------ LISTED RECORDS
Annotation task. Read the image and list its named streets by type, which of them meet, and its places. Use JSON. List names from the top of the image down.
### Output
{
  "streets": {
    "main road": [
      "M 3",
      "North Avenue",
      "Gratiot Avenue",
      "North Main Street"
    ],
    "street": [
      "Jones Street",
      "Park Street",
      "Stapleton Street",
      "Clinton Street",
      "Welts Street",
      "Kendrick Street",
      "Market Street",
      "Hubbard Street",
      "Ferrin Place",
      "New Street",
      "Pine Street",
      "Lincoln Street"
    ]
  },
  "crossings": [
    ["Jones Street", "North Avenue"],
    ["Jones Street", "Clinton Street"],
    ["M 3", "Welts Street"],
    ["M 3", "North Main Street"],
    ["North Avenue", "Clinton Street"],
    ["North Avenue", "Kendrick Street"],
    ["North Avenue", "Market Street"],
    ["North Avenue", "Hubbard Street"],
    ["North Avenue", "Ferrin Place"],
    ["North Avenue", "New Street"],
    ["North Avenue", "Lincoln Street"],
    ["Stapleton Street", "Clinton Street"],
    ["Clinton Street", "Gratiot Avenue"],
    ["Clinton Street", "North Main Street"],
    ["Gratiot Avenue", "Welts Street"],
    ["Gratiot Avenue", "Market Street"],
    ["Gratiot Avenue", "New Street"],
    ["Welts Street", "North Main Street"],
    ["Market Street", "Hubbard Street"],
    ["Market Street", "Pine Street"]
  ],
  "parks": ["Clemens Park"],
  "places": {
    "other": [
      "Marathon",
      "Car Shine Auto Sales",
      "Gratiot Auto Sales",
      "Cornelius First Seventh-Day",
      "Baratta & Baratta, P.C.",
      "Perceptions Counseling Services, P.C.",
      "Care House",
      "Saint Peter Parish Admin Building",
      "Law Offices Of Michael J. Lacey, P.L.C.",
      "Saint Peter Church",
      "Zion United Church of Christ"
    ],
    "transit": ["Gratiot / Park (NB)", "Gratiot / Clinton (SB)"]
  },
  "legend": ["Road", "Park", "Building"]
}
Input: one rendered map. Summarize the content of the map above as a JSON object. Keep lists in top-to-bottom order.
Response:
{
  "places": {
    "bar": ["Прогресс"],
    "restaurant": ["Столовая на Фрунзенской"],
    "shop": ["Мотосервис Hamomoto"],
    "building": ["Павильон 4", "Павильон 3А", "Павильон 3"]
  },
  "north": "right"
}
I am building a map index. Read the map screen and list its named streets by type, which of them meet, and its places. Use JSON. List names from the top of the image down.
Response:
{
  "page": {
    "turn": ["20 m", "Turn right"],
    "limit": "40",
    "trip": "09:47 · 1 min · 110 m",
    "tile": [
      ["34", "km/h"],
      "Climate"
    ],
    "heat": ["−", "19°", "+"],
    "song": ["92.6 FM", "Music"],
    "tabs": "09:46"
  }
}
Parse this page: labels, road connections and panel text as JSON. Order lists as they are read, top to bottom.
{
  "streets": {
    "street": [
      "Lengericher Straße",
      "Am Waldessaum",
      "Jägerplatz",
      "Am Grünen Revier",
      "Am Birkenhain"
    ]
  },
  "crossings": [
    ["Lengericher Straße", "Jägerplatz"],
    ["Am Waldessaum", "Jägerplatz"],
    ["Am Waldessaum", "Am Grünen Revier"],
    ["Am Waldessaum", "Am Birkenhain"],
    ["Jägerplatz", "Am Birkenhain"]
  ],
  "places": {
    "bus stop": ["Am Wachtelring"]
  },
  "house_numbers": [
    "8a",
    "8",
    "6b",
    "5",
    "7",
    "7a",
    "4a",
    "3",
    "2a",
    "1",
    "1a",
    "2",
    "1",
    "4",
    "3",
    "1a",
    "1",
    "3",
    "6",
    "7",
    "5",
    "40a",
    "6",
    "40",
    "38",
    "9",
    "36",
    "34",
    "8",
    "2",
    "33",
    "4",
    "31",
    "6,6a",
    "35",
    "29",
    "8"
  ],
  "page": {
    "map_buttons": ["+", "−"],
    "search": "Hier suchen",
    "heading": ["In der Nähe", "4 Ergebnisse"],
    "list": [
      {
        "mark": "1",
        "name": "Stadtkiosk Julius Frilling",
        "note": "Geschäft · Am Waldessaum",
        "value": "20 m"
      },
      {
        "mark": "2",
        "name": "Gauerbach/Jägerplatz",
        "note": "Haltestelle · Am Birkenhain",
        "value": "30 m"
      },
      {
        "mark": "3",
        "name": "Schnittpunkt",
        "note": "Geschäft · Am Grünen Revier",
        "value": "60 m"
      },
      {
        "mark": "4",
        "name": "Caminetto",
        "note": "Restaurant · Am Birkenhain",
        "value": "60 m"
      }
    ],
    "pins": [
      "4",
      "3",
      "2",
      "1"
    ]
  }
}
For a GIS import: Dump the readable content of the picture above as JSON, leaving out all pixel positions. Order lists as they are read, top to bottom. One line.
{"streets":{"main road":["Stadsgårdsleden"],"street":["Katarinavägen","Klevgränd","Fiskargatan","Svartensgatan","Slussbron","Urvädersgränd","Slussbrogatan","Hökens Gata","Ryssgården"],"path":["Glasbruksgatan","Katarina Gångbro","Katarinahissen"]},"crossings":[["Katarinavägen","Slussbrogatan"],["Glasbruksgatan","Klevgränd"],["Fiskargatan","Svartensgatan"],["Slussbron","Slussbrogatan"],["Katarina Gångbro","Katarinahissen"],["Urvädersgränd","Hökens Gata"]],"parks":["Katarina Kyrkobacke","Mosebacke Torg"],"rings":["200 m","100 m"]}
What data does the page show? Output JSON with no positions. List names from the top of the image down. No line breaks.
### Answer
------------
### EXERCISE DIRECTIONS
Every line of the data should be output exactly as it was given.

### RESULT
Annotation task. Read the image and list its named streets by type, which of them meet, and its places. Use JSON. List names from the top of the image down.
### Output
{
  "streets": {
    "main road": [
      "M 3",
      "North Avenue",
      "Gratiot Avenue",
      "North Main Street"
    ],
    "street": [
      "Jones Street",
      "Park Street",
      "Stapleton Street",
      "Clinton Street",
      "Welts Street",
      "Kendrick Street",
      "Market Street",
      "Hubbard Street",
      "Ferrin Place",
      "New Street",
      "Pine Street",
      "Lincoln Street"
    ]
  },
  "crossings": [
    ["Jones Street", "North Avenue"],
    ["Jones Street", "Clinton Street"],
    ["M 3", "Welts Street"],
    ["M 3", "North Main Street"],
    ["North Avenue", "Clinton Street"],
    ["North Avenue", "Kendrick Street"],
    ["North Avenue", "Market Street"],
    ["North Avenue", "Hubbard Street"],
    ["North Avenue", "Ferrin Place"],
    ["North Avenue", "New Street"],
    ["North Avenue", "Lincoln Street"],
    ["Stapleton Street", "Clinton Street"],
    ["Clinton Street", "Gratiot Avenue"],
    ["Clinton Street", "North Main Street"],
    ["Gratiot Avenue", "Welts Street"],
    ["Gratiot Avenue", "Market Street"],
    ["Gratiot Avenue", "New Street"],
    ["Welts Street", "North Main Street"],
    ["Market Street", "Hubbard Street"],
    ["Market Street", "Pine Street"]
  ],
  "parks": ["Clemens Park"],
  "places": {
    "other": [
      "Marathon",
      "Car Shine Auto Sales",
      "Gratiot Auto Sales",
      "Cornelius First Seventh-Day",
      "Baratta & Baratta, P.C.",
      "Perceptions Counseling Services, P.C.",
      "Care House",
      "Saint Peter Parish Admin Building",
      "Law Offices Of Michael J. Lacey, P.L.C.",
      "Saint Peter Church",
      "Zion United Church of Christ"
    ],
    "transit": ["Gratiot / Park (NB)", "Gratiot / Clinton (SB)"]
  },
  "legend": ["Road", "Park", "Building"]
}
Input: one rendered map. Summarize the content of the map above as a JSON object. Keep lists in top-to-bottom order.
Response:
{
  "places": {
    "bar": ["Прогресс"],
    "restaurant": ["Столовая на Фрунзенской"],
    "shop": ["Мотосервис Hamomoto"],
    "building": ["Павильон 4", "Павильон 3А", "Павильон 3"]
  },
  "north": "right"
}
I am building a map index. Read the map screen and list its named streets by type, which of them meet, and its places. Use JSON. List names from the top of the image down.
Response:
{
  "page": {
    "turn": ["20 m", "Turn right"],
    "limit": "40",
    "trip": "09:47 · 1 min · 110 m",
    "tile": [
      ["34", "km/h"],
      "Climate"
    ],
    "heat": ["−", "19°", "+"],
    "song": ["92.6 FM", "Music"],
    "tabs": "09:46"
  }
}
Parse this page: labels, road connections and panel text as JSON. Order lists as they are read, top to bottom.
{
  "streets": {
    "street": [
      "Lengericher Straße",
      "Am Waldessaum",
      "Jägerplatz",
      "Am Grünen Revier",
      "Am Birkenhain"
    ]
  },
  "crossings": [
    ["Lengericher Straße", "Jägerplatz"],
    ["Am Waldessaum", "Jägerplatz"],
    ["Am Waldessaum", "Am Grünen Revier"],
    ["Am Waldessaum", "Am Birkenhain"],
    ["Jägerplatz", "Am Birkenhain"]
  ],
  "places": {
    "bus stop": ["Am Wachtelring"]
  },
  "house_numbers": [
    "8a",
    "8",
    "6b",
    "5",
    "7",
    "7a",
    "4a",
    "3",
    "2a",
    "1",
    "1a",
    "2",
    "1",
    "4",
    "3",
    "1a",
    "1",
    "3",
    "6",
    "7",
    "5",
    "40a",
    "6",
    "40",
    "38",
    "9",
    "36",
    "34",
    "8",
    "2",
    "33",
    "4",
    "31",
    "6,6a",
    "35",
    "29",
    "8"
  ],
  "page": {
    "map_buttons": ["+", "−"],
    "search": "Hier suchen",
    "heading": ["In der Nähe", "4 Ergebnisse"],
    "list": [
      {
        "mark": "1",
        "name": "Stadtkiosk Julius Frilling",
        "note": "Geschäft · Am Waldessaum",
        "value": "20 m"
      },
      {
        "mark": "2",
        "name": "Gauerbach/Jägerplatz",
        "note": "Haltestelle · Am Birkenhain",
        "value": "30 m"
      },
      {
        "mark": "3",
        "name": "Schnittpunkt",
        "note": "Geschäft · Am Grünen Revier",
        "value": "60 m"
      },
      {
        "mark": "4",
        "name": "Caminetto",
        "note": "Restaurant · Am Birkenhain",
        "value": "60 m"
      }
    ],
    "pins": [
      "4",
      "3",
      "2",
      "1"
    ]
  }
}
For a GIS import: Dump the readable content of the picture above as JSON, leaving out all pixel positions. Order lists as they are read, top to bottom. One line.
{"streets":{"main road":["Stadsgårdsleden"],"street":["Katarinavägen","Klevgränd","Fiskargatan","Svartensgatan","Slussbron","Urvädersgränd","Slussbrogatan","Hökens Gata","Ryssgården"],"path":["Glasbruksgatan","Katarina Gångbro","Katarinahissen"]},"crossings":[["Katarinavägen","Slussbrogatan"],["Glasbruksgatan","Klevgränd"],["Fiskargatan","Svartensgatan"],["Slussbron","Slussbrogatan"],["Katarina Gångbro","Katarinahissen"],["Urvädersgränd","Hökens Gata"]],"parks":["Katarina Kyrkobacke","Mosebacke Torg"],"rings":["200 m","100 m"]}
What data does the page show? Output JSON with no positions. List names from the top of the image down. No line breaks.
### Answer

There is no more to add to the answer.